Collected data:
============================================================

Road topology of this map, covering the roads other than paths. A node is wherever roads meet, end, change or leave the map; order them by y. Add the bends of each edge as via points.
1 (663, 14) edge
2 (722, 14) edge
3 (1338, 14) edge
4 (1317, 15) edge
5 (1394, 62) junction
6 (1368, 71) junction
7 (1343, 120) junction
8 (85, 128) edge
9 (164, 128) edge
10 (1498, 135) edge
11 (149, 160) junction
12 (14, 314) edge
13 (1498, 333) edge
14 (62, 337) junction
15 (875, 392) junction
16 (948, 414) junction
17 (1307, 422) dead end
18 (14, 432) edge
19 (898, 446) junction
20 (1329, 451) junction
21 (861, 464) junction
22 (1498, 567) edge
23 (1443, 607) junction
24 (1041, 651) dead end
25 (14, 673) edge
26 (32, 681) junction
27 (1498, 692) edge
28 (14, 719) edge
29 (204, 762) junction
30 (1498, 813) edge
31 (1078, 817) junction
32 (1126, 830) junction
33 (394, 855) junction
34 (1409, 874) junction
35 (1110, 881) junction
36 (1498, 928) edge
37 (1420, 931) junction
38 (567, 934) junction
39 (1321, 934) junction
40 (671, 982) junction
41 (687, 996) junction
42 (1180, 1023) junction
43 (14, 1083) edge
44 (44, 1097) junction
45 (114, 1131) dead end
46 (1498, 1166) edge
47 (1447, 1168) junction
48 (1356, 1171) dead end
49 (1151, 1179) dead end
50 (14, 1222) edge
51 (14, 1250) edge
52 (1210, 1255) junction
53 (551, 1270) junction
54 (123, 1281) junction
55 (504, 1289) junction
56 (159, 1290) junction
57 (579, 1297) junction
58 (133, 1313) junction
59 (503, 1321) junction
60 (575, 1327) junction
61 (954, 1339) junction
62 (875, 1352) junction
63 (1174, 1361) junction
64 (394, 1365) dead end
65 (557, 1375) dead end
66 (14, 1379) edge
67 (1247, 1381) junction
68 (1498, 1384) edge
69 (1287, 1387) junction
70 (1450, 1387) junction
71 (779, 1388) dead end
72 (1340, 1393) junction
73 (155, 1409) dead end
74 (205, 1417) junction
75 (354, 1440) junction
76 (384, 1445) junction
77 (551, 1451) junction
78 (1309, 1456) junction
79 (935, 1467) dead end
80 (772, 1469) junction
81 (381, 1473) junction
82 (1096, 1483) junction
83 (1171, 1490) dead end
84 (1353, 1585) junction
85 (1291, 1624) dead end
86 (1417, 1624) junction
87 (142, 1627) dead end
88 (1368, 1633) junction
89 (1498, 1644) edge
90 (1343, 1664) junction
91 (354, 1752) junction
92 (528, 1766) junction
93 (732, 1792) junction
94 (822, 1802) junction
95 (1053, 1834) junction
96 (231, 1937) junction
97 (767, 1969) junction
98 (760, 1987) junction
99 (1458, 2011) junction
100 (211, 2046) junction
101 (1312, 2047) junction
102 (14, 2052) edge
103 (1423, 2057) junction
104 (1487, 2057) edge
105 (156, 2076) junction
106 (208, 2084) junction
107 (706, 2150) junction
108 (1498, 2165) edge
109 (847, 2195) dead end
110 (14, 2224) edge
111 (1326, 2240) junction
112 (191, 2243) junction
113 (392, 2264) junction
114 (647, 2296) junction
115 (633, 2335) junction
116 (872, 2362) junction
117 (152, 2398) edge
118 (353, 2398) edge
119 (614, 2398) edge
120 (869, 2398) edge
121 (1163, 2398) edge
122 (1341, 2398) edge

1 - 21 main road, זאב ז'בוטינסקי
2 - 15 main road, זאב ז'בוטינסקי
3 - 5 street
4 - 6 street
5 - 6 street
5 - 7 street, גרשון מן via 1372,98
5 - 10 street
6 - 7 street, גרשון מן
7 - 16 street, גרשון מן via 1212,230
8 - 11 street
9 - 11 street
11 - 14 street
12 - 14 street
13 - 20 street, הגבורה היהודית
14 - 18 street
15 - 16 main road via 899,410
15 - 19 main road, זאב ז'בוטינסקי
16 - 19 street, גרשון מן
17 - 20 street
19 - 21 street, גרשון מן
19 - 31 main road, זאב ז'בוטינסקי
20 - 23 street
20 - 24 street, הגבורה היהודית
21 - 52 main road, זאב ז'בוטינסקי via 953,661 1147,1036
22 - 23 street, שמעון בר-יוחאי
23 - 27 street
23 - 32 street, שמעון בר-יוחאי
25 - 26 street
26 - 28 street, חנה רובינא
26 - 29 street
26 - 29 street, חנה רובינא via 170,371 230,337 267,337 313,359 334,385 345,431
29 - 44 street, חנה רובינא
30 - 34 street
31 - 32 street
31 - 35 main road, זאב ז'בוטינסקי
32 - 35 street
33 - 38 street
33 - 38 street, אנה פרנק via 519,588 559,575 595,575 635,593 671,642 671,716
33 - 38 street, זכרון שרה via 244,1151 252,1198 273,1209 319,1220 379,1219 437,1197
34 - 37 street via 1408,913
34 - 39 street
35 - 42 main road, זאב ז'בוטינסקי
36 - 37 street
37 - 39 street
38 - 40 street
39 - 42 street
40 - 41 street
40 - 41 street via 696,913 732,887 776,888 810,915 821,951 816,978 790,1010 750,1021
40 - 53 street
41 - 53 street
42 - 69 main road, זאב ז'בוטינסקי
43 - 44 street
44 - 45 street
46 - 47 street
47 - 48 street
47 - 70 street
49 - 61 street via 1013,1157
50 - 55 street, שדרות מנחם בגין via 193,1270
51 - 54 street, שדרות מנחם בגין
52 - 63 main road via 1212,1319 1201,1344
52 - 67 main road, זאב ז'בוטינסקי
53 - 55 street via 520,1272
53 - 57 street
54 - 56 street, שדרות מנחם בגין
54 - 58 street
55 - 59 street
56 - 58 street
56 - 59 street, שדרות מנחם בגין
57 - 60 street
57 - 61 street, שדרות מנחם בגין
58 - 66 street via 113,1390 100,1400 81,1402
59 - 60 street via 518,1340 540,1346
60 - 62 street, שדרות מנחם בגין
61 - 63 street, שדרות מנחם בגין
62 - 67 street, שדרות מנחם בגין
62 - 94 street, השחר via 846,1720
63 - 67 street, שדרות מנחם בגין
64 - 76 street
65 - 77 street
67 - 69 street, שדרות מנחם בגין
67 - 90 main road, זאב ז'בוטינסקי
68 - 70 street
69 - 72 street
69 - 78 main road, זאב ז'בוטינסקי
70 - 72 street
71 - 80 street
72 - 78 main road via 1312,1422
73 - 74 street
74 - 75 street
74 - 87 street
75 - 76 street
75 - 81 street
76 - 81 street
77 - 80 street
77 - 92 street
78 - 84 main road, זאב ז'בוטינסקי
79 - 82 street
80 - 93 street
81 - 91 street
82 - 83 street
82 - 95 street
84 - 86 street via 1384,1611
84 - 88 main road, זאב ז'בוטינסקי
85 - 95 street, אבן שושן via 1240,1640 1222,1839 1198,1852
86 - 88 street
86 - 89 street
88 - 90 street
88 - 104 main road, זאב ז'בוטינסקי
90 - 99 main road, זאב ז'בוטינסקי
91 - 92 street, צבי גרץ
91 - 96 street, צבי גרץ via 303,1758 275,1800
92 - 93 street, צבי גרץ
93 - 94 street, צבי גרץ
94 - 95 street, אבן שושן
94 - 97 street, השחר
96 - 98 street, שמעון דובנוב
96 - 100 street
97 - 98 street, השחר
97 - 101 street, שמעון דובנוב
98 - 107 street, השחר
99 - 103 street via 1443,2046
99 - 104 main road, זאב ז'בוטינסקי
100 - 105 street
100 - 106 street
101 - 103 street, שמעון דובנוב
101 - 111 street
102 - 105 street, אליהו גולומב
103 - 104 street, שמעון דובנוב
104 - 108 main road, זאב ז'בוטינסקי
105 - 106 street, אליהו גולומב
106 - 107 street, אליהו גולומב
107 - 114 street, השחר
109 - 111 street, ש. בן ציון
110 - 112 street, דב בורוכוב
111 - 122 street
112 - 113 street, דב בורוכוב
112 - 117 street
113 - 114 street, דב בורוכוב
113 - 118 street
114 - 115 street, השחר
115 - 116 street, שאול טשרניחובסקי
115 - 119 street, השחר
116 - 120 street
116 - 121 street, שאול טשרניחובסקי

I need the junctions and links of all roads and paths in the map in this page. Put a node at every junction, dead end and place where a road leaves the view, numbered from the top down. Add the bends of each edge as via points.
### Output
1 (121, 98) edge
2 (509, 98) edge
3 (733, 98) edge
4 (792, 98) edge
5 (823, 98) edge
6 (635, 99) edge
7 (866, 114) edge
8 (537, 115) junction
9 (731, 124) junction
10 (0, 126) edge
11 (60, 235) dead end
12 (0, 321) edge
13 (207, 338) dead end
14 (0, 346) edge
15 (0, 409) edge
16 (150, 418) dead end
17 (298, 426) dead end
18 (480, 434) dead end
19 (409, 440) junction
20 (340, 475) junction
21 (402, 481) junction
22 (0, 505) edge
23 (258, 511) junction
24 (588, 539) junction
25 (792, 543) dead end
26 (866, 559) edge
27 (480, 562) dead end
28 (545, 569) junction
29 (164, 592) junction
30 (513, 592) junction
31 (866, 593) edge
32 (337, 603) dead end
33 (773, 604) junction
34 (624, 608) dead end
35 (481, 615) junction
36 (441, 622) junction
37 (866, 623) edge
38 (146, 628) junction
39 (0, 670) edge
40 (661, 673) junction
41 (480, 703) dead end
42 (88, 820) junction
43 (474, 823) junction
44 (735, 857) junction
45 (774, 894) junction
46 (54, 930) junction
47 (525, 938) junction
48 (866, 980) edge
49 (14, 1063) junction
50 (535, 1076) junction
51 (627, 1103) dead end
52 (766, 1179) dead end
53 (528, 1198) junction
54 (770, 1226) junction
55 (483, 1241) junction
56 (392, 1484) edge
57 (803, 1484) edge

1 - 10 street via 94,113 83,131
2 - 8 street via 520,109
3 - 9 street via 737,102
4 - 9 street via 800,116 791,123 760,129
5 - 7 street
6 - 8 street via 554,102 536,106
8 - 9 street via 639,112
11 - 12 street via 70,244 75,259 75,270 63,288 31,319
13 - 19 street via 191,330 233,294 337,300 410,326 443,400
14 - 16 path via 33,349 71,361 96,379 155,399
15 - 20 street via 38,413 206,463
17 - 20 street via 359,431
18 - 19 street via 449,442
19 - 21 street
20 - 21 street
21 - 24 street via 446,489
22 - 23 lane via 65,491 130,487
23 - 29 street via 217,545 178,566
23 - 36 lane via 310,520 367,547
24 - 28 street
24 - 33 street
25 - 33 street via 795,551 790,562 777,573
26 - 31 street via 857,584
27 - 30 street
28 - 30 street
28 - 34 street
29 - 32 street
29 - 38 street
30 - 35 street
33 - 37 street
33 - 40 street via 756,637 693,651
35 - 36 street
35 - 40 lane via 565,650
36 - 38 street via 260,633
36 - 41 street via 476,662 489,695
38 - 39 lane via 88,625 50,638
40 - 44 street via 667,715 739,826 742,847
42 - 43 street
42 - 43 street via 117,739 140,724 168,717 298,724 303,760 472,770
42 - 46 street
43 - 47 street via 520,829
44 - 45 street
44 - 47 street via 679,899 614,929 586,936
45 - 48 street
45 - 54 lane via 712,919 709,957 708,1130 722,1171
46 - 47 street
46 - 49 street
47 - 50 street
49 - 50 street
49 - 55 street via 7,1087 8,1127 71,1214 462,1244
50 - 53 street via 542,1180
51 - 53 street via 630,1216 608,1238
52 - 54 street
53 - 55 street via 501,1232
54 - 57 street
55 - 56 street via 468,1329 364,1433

============================================================

Please return every line of the records above that contains the word "בורוכוב".

* RESULT FOR THIS TASK
110 - 112 street, דב בורוכוב
112 - 113 street, דב בורוכוב
113 - 114 street, דב בורוכוב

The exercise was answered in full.